Some people have said that I am cocky. I like to think that I am being confident in who I am. Consciously, I do not give off an aura of cockiness; I do believe that it stems from having conversations with me. What do you mean I talk like I know everything?


Actually, I consider myself to be on the geek side of manhood with a little smooth around the edges. 


I remember being shy throughout my life, although many would say otherwise. I am quiet under certain situations until warming up, especially when in a group of unknowns.


When I was younger I was really good at remembering numbers. Tell me a phone number one time and I had it. I loved Math in school up until Trigonometry. When they introduced that to me I lost it, but I survived it. Speaking of school, that was my most shy times when it came to girls; oh I dated, but there were certain girls that I had trouble with. In other words, I stumbled a lot...they had no trouble being themselves around me, I was just a goof at times. Maybe I just put them a tad high on the pedestal...ya think? Some things never change.
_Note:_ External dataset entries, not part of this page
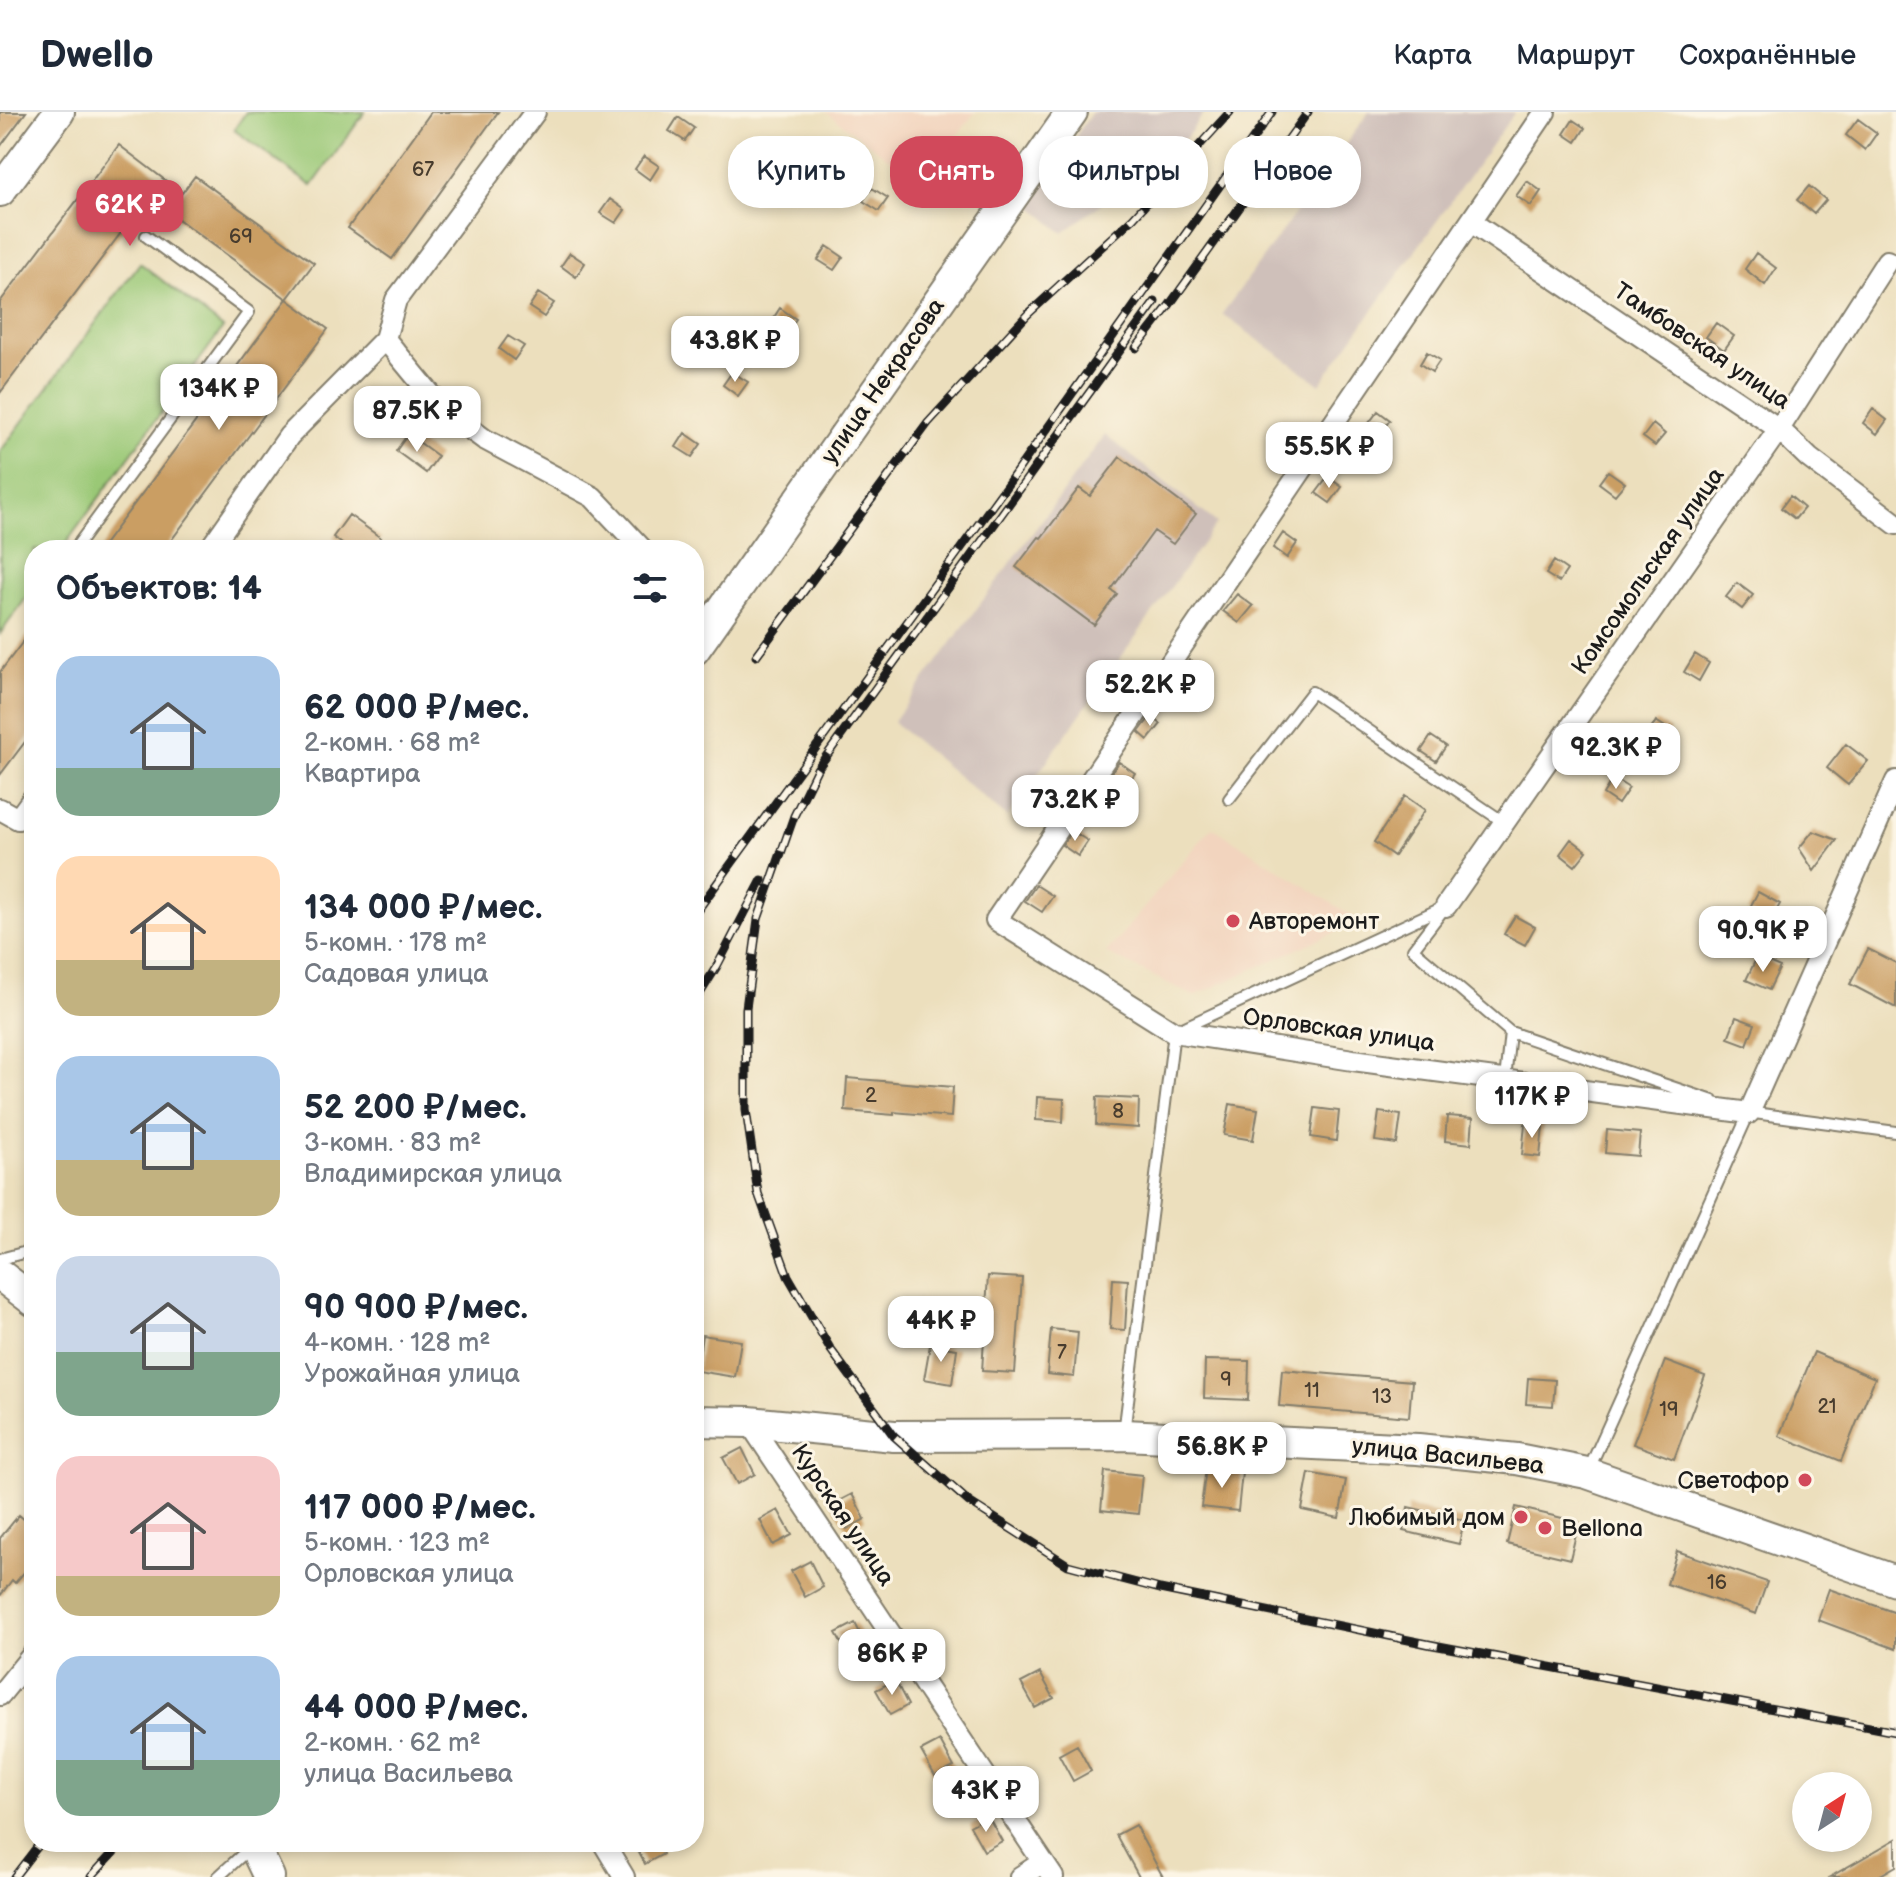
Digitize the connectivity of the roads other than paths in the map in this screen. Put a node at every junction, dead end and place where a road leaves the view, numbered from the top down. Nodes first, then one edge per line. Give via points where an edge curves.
1 (59, 112) edge
2 (535, 112) edge
3 (1072, 112) edge
4 (1545, 112) edge
5 (0, 191) edge
6 (1471, 222) junction
7 (146, 236) dead end
8 (1887, 261) dead end
9 (385, 339) junction
10 (1779, 429) junction
11 (1896, 524) edge
12 (81, 540) edge
13 (216, 540) edge
14 (634, 540) edge
15 (704, 623) edge
16 (1896, 781) edge
17 (1229, 799) dead end
18 (1505, 823) junction
19 (1446, 906) junction
20 (1174, 1032) junction
21 (1510, 1032) junction
22 (1505, 1080) junction
23 (1749, 1113) junction
24 (1896, 1132) edge
25 (24, 1253) edge
26 (0, 1259) edge
27 (0, 1275) edge
28 (24, 1293) edge
29 (704, 1421) edge
30 (749, 1422) junction
31 (1124, 1435) junction
32 (1587, 1473) junction
33 (1896, 1581) edge
34 (24, 1665) edge
35 (0, 1695) edge
36 (247, 1852) edge
37 (259, 1852) edge
38 (609, 1852) edge
39 (1048, 1870) edge
40 (218, 1877) edge
41 (269, 1877) edge
42 (624, 1877) edge
43 (1020, 1877) edge

1 - 5 street
2 - 9 street via 396,300
3 - 15 street, улица Некрасова
4 - 6 street
6 - 10 street, Тамбовская улица
6 - 20 street, Орловская улица via 996,920
7 - 12 lane via 249,312
8 - 10 street, Комсомольская улица
9 - 13 street via 289,436
9 - 14 street via 442,408 484,439 593,497
10 - 11 street, Тамбовская улица
10 - 18 street, Комсомольская улица
16 - 23 street
17 - 18 lane via 1312,692
18 - 19 street, Комсомольская улица
19 - 20 lane
19 - 21 lane via 1413,949
20 - 22 street, Орловская улица
20 - 31 lane
21 - 22 lane
21 - 23 lane
22 - 23 street, Орловская улица
23 - 24 lane, Орловская улица
23 - 32 lane
25 - 26 lane
27 - 28 street
29 - 30 street, улица Васильева
30 - 31 street, улица Васильева via 894,1436
30 - 39 street, Курская улица
31 - 32 street, улица Васильева via 1418,1449 1517,1459
32 - 33 street, улица Васильева
34 - 35 street
36 - 40 lane
37 - 41 street
38 - 42 street
39 - 43 street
Moving on...my school days was a mix of good and bad. I was too afraid to do wrong for fear of what mom and pop would do to me. I was pretty good at most subjects during those times, but as I came into Junior High I realized that I didn't enjoy learning anymore. All I wanted to do was get through Junior and High school and be done with it. Looking back, the way I was being taught in school had a big affect on why I did not choose college. In some ways I miss not going to college, but even if I did attend I knew I would have trouble. I love learning, Love it. I think learning through a book is too slow for me. Don't get me wrong, I know it is absolutely necessary to study and hit the books...for certain things. I see why parents choose unschooling or homeschooling, it's more natural...that would have been good for me; I see that now. 
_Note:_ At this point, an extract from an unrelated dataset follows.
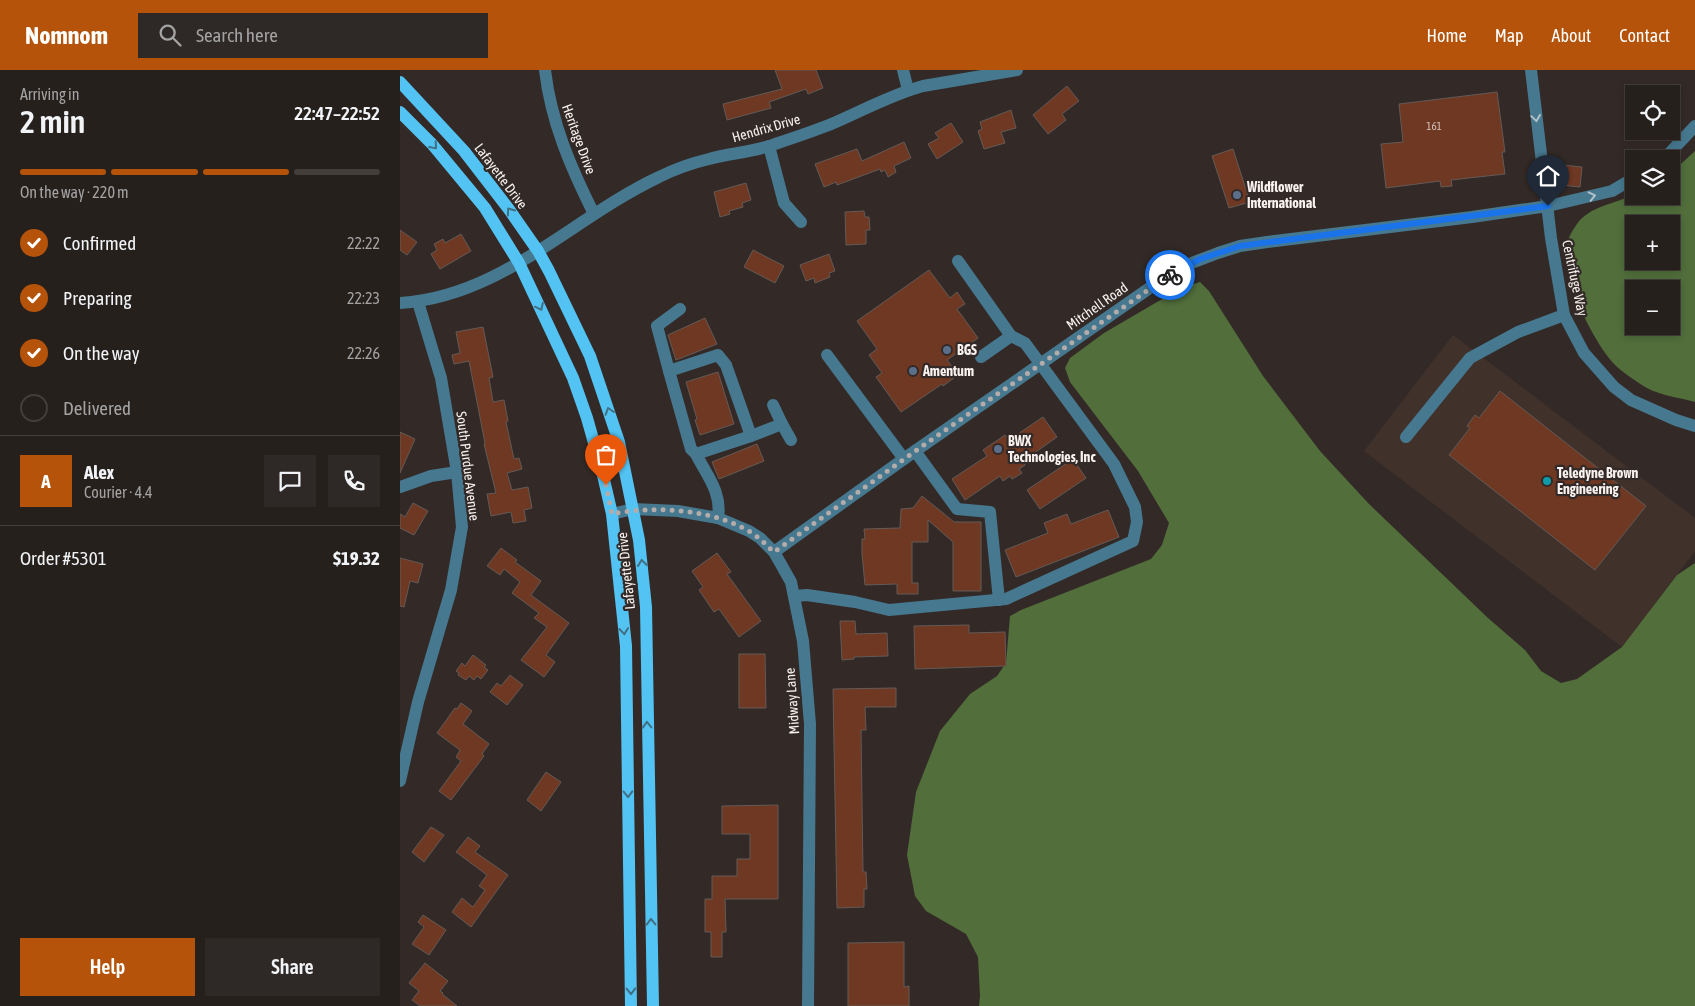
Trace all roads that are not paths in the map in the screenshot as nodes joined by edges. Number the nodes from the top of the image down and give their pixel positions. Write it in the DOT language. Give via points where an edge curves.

Hey, get this... I like to read. I used to read mystery, drama, and yes I even dabbled in some romance. My most recent reads have been computer magazines. It's been awhile since I've even read one of those.
Most of you who have been reading my blog know where a lot of my time has been spent. Reading, as much as I love it has been limited to my monitor; I know I know... shameful. I've been telling myself I should get back into reading.